It has two main tasks. The first is to review its Strategic Plan for Biodiversity 2011 – 2020 adopted in 2010, entitled Living in harmony with Nature, which can be found at: https://www.cbd.int/sp/

That plan adopted 20 targets to be achieved by 2020. They included the following important examples, that:

  • The rate of loss of all natural habitats, including forests, is at least halved and where feasible brought close to zero, and degradation and fragmentation is significantly reduced.
  • All fish and invertebrate stocks and aquatic plants are managed and harvested sustainably, legally and applying ecosystem based approaches, so that overfishing is avoided, recovery plans and measures are in place for all depleted species, fisheries have no significant adverse impacts on threatened species and vulnerable ecosystems and the impacts of fisheries on stocks, species and ecosystems are within safe ecological limits.
  • All areas under agriculture, aquaculture and forestry are managed sustainably, ensuring conservation of biodiversity.
  • All pollution, including from excess nutrients, has been brought to levels that are not detrimental to ecosystem function and biodiversity.
  • All invasive alien species and pathways are identified and prioritized, priority species are controlled or eradicated, and measures are in place to manage pathways to prevent their introduction and establishment.
  • The multiple anthropogenic pressures on coral reefs, and other vulnerable ecosystems impacted by climate change or ocean acidification are minimized, so as to maintain their integrity and functioning.

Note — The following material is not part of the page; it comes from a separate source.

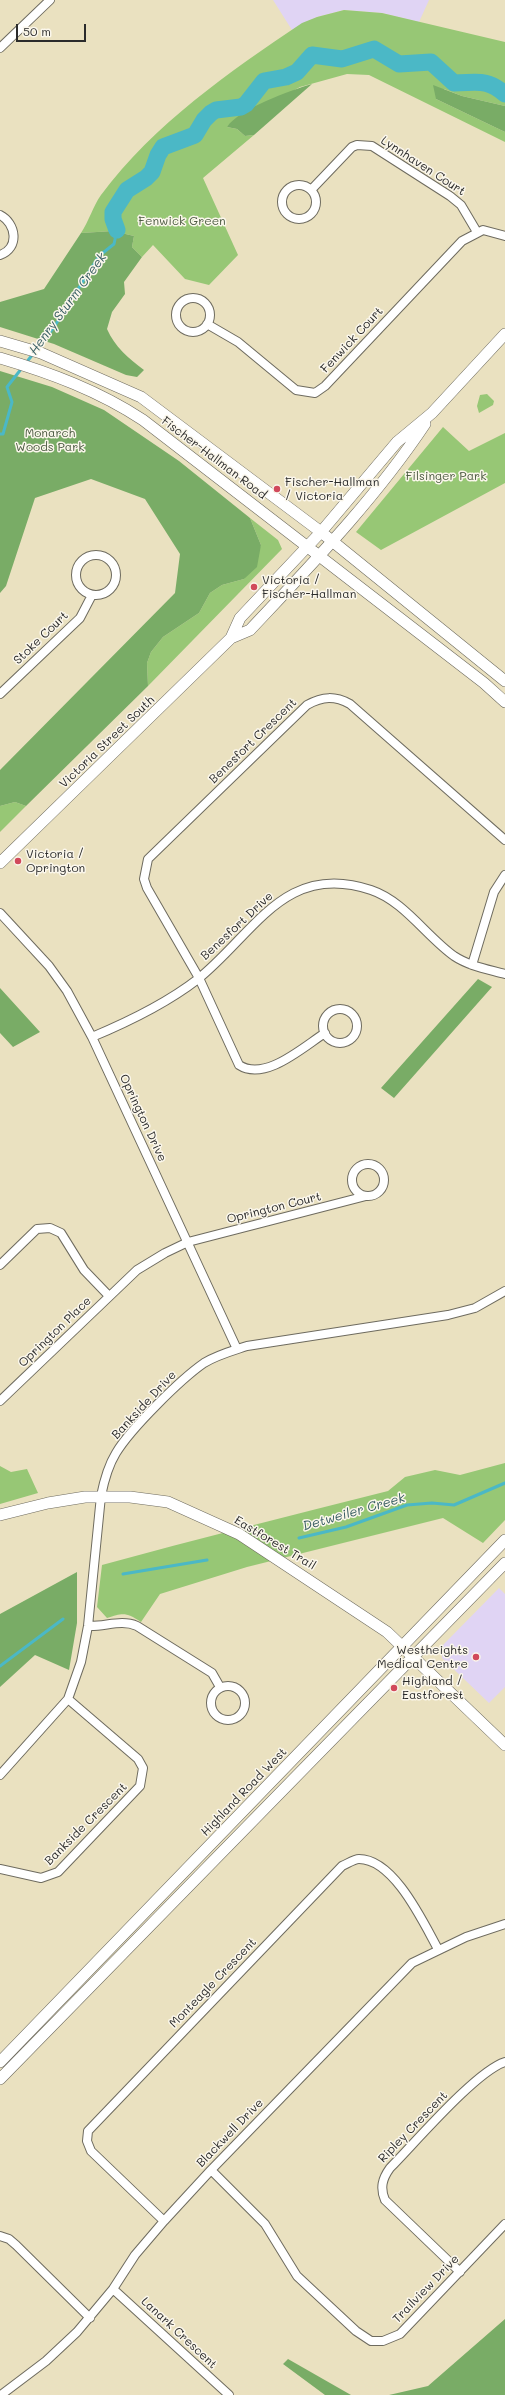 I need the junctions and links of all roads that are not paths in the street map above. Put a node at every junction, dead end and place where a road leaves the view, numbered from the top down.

The level of failure was catastrophic. In every single case the situation is dramatically worse than in 2010.

Its second tack is to agree a new set of targets for the next 10 years to be entitled the “Post-2020 Global Biodiversity Framework”. The UN’s mission statement in regard to this is as follows:

“The UN Biodiversity Conference will agree a new set of goals for nature over the next decade. It will set out an ambitious plan to implement broad-based action to bring about a transformation in society’s relationship with biodiversity and to ensure that, by 2050, the shared vision of living in harmony with nature is fulfilled.”

Living in harmony with nature by 2050 is a huge undertaking, much bigger than halting global warming – which is a prerequisite for it.

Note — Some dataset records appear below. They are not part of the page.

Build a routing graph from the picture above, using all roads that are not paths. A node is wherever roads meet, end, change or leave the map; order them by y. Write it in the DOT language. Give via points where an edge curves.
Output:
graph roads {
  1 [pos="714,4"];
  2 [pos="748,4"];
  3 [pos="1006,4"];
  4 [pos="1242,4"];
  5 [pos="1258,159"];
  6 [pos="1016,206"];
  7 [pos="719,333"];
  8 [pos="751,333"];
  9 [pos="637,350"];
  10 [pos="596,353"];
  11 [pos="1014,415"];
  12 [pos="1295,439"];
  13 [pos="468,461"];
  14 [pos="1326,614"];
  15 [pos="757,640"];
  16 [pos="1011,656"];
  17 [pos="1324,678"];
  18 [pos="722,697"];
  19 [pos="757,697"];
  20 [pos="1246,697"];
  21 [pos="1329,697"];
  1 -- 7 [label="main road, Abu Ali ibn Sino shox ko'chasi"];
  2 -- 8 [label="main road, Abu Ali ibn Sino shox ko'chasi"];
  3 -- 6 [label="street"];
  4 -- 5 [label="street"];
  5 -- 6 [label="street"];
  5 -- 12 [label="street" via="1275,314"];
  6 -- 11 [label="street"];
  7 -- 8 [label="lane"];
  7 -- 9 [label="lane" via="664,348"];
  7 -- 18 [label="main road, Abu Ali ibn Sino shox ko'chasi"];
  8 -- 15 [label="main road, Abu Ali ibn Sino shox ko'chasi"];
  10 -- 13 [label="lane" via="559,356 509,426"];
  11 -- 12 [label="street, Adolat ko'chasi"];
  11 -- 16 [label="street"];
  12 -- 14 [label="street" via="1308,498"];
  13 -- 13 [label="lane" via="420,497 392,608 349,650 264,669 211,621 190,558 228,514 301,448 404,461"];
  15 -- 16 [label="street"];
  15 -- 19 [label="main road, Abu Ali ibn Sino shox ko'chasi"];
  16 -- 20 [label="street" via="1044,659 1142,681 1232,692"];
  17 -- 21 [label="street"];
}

Today, species are becoming extinct between a 100 times and a 1,000 times faster than the natural or background rate that arises naturally over millennia. This situation is now widely recognised by scientists as the ‘sixth mass extinction of species’ in the history of life on the planet. It is the biggest extinction event the planet has faced since the demise of the dinosaurs 65 million years ago, and is a direct threat to the future of life on the planet, including our own.

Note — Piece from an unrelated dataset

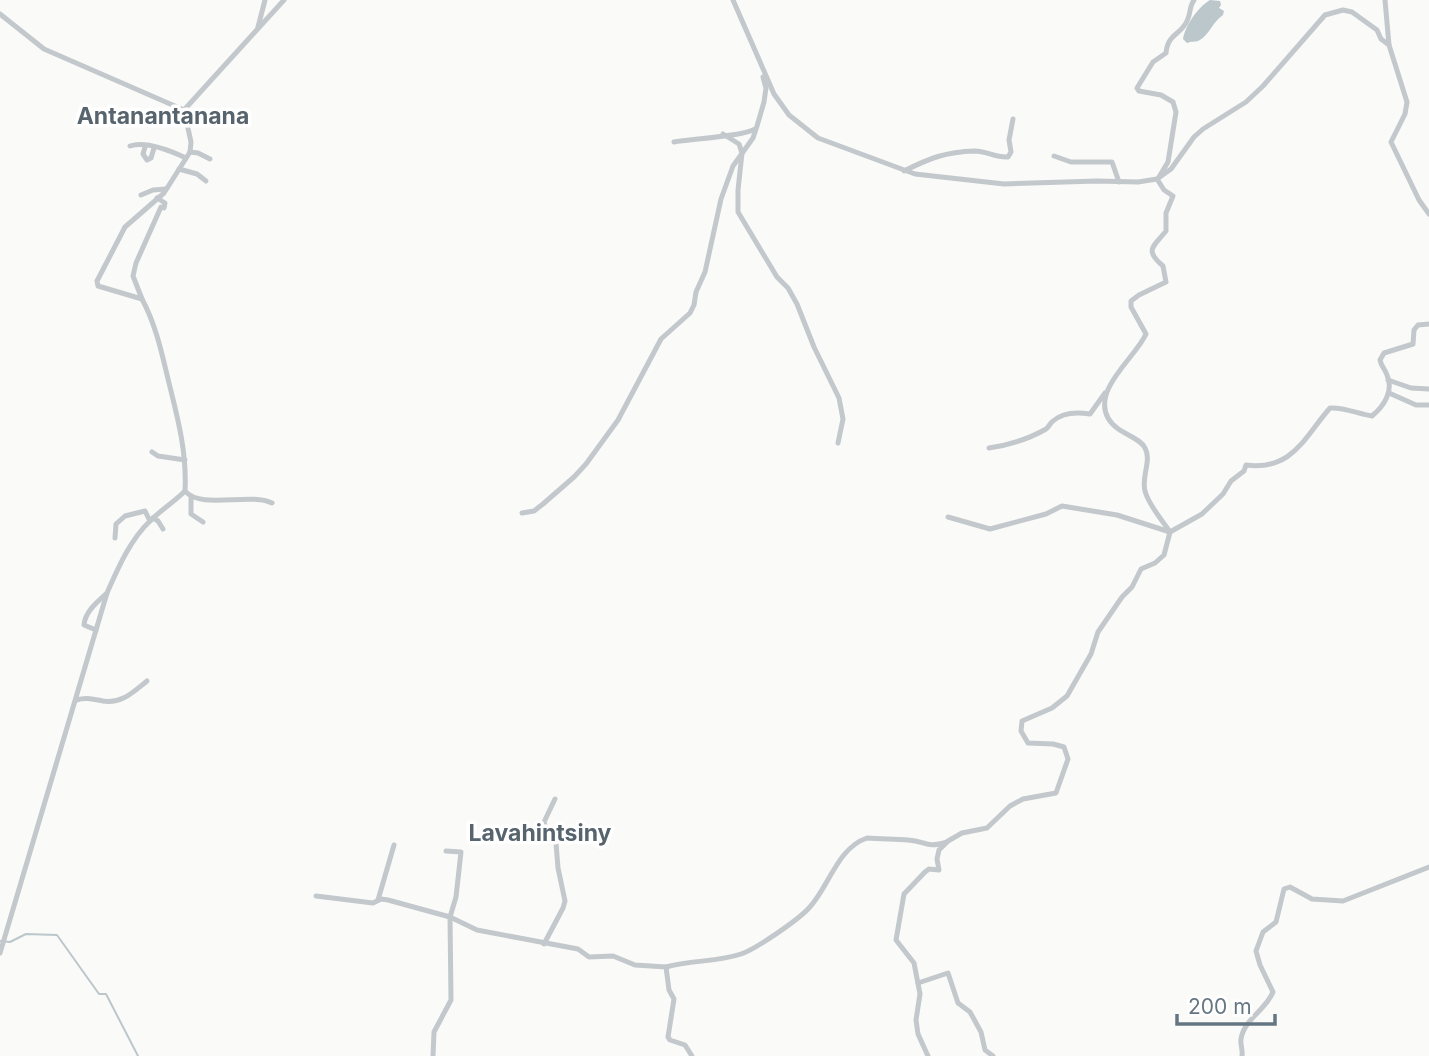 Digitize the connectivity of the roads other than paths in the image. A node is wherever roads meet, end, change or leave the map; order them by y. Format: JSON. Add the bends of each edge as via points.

This is the result of habitat destruction on a (literally) industrial scale, generated not just by climate change (which is massive) but by deforestation and agriculture practices – the biggest single cause – though to pollution both terrestrial and oceanic.

China

With part 2 of COP 15 taking place in Kunming, China will take over the presidency of the Convention (from Egypt) in the shape of its minister of ecology and environment Huang Runqiu. Runqiu has taken space in the current edition of Nature to set out his approach to the COP, which unsurprisingly is long on abstract statements but short of concrete commitments. He insists, for example, that: “biodiversity is a basic necessity for human survival and a strategic resource for sustainable social and economic development”.

China has a very long way to go on biodiversity conservation – even if it is showing more interest in environmental issues. The WWF Living Planet Report China in 2015 found that China was already consuming more than double its biocapacity, causing significant impact on the environment, including forest degradation, drought, soil erosion, water shortages, increased carbon dioxide and biodiversity loss.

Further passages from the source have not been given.